Scholarship Subcommittee The Scholarship subcommittee is a joint faculty governance/administration committee. This subcommittee reviews hundreds of applications from students for the University Scholarship Program. The Committee also discusses and makes recommendations for improving the scholarship awarding policy and procedures to create a more inclusive environment.

Majority of the work is during the spring semester with each committee member reading and scoring 80-100 student short essay responses. The committee is given an ample amount of time (typically 4-5 weeks in February and March) to complete them. They need a full committee to help balance the workload. Newer faculty are strongly encouraged to serve on this committee, especially if you are looking for service that won’t take up too much of your time.  

Proxies are allowed from Schools.  


Dispute Resolution Board (DRB) The Dispute Resolution Board is a subcommittee of SAC. It adjudicates grade appeals, student grievances and cheating and plagiarism cases. It is a confidential subcommittee. It has a very different quorum requirement than other committees and thus all types of members must have one person at each deliberation meeting.   The DRB meets once a month if there is a case. There is a handbook to orient members to the Board and it uses restorative justice principles. A logical and open mind is needed. New faculty are welcome to serve on the Board. The Board may review policy.  Proxies from Schools are allowed, but not encouraged.   

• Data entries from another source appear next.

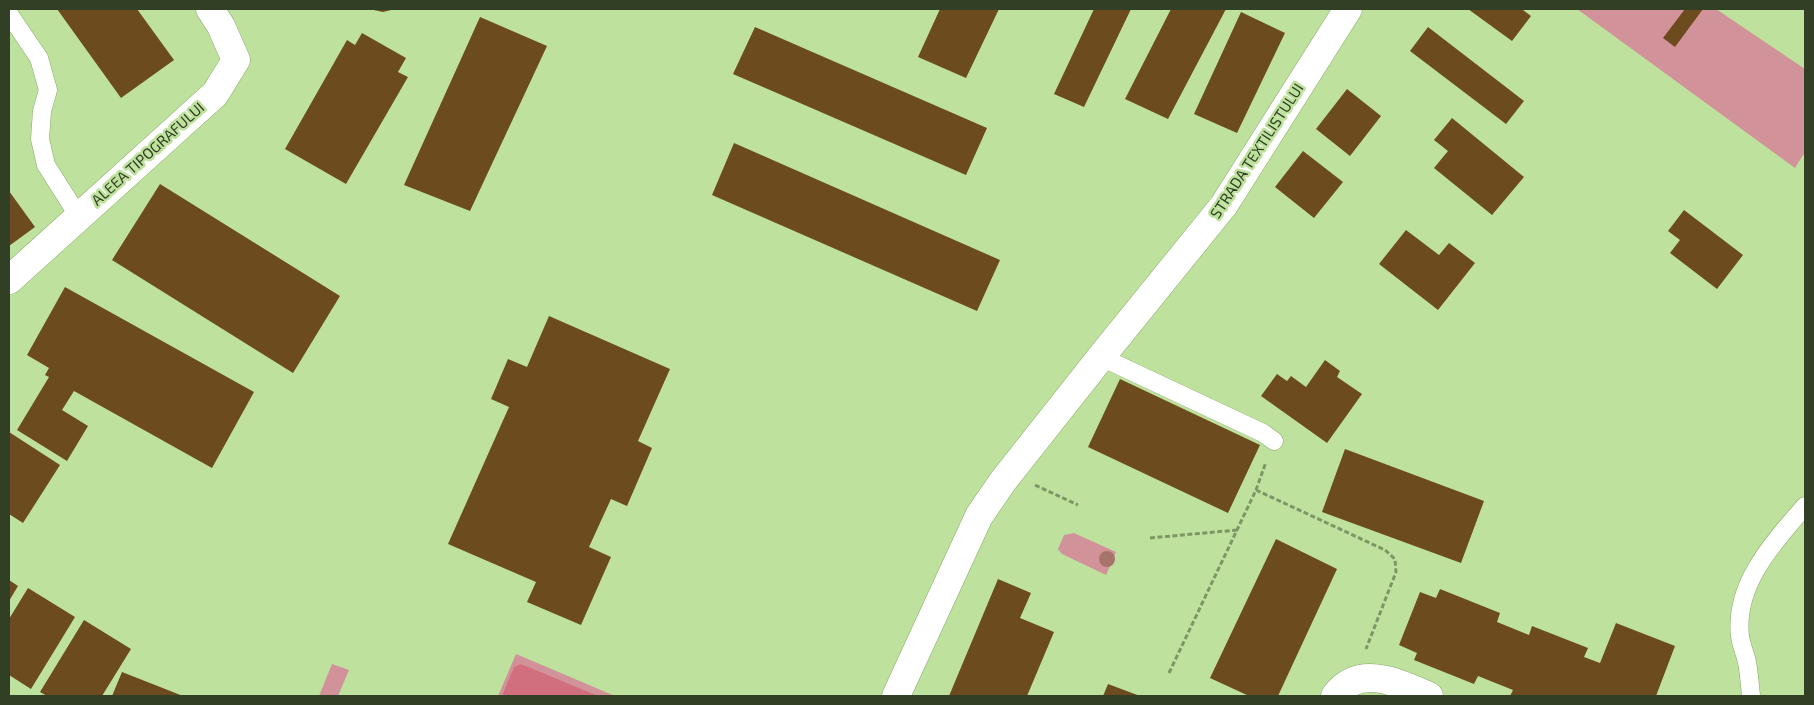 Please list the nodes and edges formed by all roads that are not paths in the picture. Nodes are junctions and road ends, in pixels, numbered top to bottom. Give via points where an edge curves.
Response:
1 (210, 9) edge
2 (1348, 9) edge
3 (9, 14) edge
4 (78, 217) junction
5 (9, 280) edge
6 (1101, 357) junction
7 (1274, 441) road end
8 (1805, 506) edge
9 (1344, 688) edge
10 (896, 696) edge
11 (1429, 696) edge
12 (1751, 696) edge

1 - 4 street, ALEEA TIPOGRAFULUI via 222,26 236,60 216,94
2 - 6 street, STRADA TEXTILISTULUI via 1224,206
3 - 4 lane via 39,58 48,90 42,111 40,139 46,165
4 - 5 street, ALEEA TIPOGRAFULUI
6 - 7 lane
6 - 10 street, STRADA TEXTILISTULUI via 979,516
8 - 12 lane via 1768,549 1749,583 1740,610 1740,636
9 - 11 street via 1372,678 1400,684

  • Faculty who need a proxy for one meeting should notify their School or find one on their own. Most faculty who need proxies are School reps so they need a proxy from their School. If they are an at-large rep, they need to notify the Senate office. The Senate office will send out a call via email for any eligible faculty member to proxy. Being a proxy is a quick way to visit a committee and see what it is like. You might let your colleague know you are available to proxy.
  • Another way to learn about a committee is to be a semester replacement or hold an At-Large position. A semester replacement is similar to a proxy, but longer term. We do not have standing proxies in our faculty governance. Holding an at-large position is typically for one year. These at-large positions are sent out by the Senate office via email and appointed by S&F. Some committees receive more applications than others. You can ask the chair of Structure and Functions or Senate Analyst about open elections/positions.
  • If you are a new or newer faculty member, you will likely be asked to serve on a university level committee for RTP. Check out the committee list above and see where you have interest or expertise. Or maybe there is a committee where you want to learn about its topic. In any case, let your department and School colleagues know that you are interested to serve. Ask for their advice. Ask your RTP committee for advice. Run for positions or apply for positions and talk it up with your colleagues. One great thing about serving in faculty governance is that you can meet faculty from other Schools! 
  • The Senate runs a general election in the Spring for terms that begin in the Fall and Schools also run elections for School level committees in the Spring. Always review the positions and run for them if you are interested. Go ahead and campaign if you like! There are many opportunities to serve. Watch for the senate-announce emails!